How Google Sets Works
A tool from Google that is often overlooked is Google Sets (no longer available), which allows you to “automatically create sets of items from a few examples.”
Google Sets was one of the first applications in the Google Labs (no longer available) pages.
Those pages are “Google’s Technology Playground,” and contain a number of programs that may or may not be tomorrow’s useful applications from the search engine. As Google tells us,
Google labs showcases a few of our favorite ideas that aren’t quite ready for prime time. Your feedback can help us improve them. Please play with these prototypes and send your comments directly to the Googlers who developed them.
Google was granted a patent this week on the process behind Google Sets, and the patent document provides some details on how the program finds additional words based on “items from a set of things” that you enter.
I haven’t used Google Sets much in the past, but now that I have a sense of how it works, I might use it more often.

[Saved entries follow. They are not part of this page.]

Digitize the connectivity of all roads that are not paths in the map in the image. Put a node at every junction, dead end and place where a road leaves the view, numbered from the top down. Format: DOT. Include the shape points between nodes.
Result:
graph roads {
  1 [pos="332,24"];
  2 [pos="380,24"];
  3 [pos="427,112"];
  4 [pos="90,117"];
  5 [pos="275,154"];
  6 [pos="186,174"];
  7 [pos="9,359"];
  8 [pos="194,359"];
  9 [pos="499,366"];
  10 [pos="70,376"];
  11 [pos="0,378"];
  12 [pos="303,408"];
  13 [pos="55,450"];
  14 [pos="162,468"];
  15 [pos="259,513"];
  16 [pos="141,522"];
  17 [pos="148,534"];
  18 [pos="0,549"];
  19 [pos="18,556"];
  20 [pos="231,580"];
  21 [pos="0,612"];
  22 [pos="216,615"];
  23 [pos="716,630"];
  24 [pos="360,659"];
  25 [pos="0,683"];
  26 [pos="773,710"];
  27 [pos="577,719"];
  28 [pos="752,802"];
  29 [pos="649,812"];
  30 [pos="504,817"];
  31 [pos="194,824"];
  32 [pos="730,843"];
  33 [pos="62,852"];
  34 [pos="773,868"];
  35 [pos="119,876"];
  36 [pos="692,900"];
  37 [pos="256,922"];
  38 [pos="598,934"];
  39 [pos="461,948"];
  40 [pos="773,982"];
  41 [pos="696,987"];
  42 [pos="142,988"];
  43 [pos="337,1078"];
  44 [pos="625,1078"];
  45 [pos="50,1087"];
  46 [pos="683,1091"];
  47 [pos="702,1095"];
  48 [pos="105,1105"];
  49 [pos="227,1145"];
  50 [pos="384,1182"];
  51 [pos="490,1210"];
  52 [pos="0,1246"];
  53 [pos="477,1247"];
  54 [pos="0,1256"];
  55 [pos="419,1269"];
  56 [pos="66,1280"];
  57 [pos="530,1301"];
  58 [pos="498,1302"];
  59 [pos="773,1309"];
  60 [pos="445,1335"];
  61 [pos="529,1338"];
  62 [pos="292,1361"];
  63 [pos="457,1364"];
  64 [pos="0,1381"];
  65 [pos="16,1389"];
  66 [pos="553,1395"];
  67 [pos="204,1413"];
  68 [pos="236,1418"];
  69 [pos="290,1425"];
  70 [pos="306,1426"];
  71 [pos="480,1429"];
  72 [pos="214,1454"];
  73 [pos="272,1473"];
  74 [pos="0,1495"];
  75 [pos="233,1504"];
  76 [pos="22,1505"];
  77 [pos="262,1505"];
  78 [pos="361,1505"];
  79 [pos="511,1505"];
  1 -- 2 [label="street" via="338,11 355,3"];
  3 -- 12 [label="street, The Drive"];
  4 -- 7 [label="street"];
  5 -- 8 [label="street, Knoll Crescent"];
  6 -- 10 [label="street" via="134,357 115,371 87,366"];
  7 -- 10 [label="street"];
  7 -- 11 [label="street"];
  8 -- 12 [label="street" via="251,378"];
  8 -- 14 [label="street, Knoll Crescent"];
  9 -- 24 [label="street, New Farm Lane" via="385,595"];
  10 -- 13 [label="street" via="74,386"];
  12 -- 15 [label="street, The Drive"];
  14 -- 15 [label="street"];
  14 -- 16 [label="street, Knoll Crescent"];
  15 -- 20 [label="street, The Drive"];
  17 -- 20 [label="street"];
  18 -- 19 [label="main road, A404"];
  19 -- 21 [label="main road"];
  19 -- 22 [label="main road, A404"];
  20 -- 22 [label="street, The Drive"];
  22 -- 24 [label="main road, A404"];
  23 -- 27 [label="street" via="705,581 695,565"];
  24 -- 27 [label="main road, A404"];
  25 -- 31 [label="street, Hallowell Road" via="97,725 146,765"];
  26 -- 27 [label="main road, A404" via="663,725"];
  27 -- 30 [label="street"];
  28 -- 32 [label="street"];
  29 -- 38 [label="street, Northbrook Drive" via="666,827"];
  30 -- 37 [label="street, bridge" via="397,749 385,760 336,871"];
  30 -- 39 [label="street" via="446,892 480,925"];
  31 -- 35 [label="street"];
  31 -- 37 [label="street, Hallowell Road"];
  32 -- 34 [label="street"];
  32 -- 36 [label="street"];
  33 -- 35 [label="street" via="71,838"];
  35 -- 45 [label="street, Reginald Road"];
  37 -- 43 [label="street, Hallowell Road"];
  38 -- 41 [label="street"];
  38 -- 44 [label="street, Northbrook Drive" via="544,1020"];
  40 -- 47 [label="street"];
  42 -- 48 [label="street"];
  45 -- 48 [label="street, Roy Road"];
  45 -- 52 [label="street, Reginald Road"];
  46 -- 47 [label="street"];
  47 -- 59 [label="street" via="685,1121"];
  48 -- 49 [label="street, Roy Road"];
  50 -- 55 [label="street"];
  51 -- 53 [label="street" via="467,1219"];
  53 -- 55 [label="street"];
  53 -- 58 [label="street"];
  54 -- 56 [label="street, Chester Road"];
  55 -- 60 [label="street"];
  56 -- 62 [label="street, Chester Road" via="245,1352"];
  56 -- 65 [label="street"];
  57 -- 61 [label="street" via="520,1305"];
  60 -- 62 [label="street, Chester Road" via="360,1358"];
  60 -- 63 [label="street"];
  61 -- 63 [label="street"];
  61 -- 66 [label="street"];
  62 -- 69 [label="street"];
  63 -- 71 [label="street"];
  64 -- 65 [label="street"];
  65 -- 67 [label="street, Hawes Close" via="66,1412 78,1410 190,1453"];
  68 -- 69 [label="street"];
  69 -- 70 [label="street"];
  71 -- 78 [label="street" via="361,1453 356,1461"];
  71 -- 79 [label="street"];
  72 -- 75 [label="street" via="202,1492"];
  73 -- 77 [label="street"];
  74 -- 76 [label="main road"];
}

Since the program allows you to enter a number of items that might be members of a set, I decided to type in the names of 4 cities in Delaware:
Newark, Dover, Wilmington and Georgetown
You can then choose to get a small set, or a large set in response to the items that you chose. Here are the results that I received after picking a large set:
wilmington, georgetown, newark, dover, new castle, rehoboth beach, bear, milford, hockessin, lewes, seaford, smyrna, millsboro, middletown, claymont, milton, selbyville, townsend, laurel, harrington, felton, greenwood, clayton, magnolia, camden, wyoming, dover afb, odessa, elsmere, delaware city, bethany beach, dewey beach, ocean view, fenwick island, bridgeville, newport, montchanin, ellendale, brookside, dagsboro, millville, winterthur, saint georges, philadelphia, delmar, yorklyn, glasgow, frankford, lincoln, port penn
Most, but not all of these results, are cities in Delaware.
Not all sets received provide such good results, but if you have an idea of how Google Sets works, you may end up with better results when using the tool.
The simple explanation of how the program works is that Google attempts to identify lists on the web as it crawls pages. It may look for these lists by considering:
- HTML tags (e.g., <UL>, <OL>, <DL>, <H1>-<H6> tags).
- Items placed in a table,
- Items separated by commas or semicolons,
- Items separated by tabs.
- Other ways.
Items typed into the Google Sets interface by users are matched up against these lists, and probabilities are calculated to determine which items might be a good match for the items submitted by someone using Google Sets.
If you keep in mind that Google Sets is suggesting additional terms for your set by considering words that might appear together in lists on Web pages, you may find the results you receive more useful.
The patent is:
System and methods for automatically creating lists
Invented by Simon Tong and Jeff Dean
Assigned to Google
US Patent 7,350,187
Granted March 25, 2008
Filed April 30, 2003
A system automatically creates a list from items in existing lists. The system receives one or more example items corresponding to the list and assigns weights to the items in the existing lists based on the one or more example items. The system then forms the list based on the items and the weights assigned to the items.
While the Google Sets application isn’t named in the patent filing itself, one of the images that accompany the patent is a screen shot of the front page of Google Sets.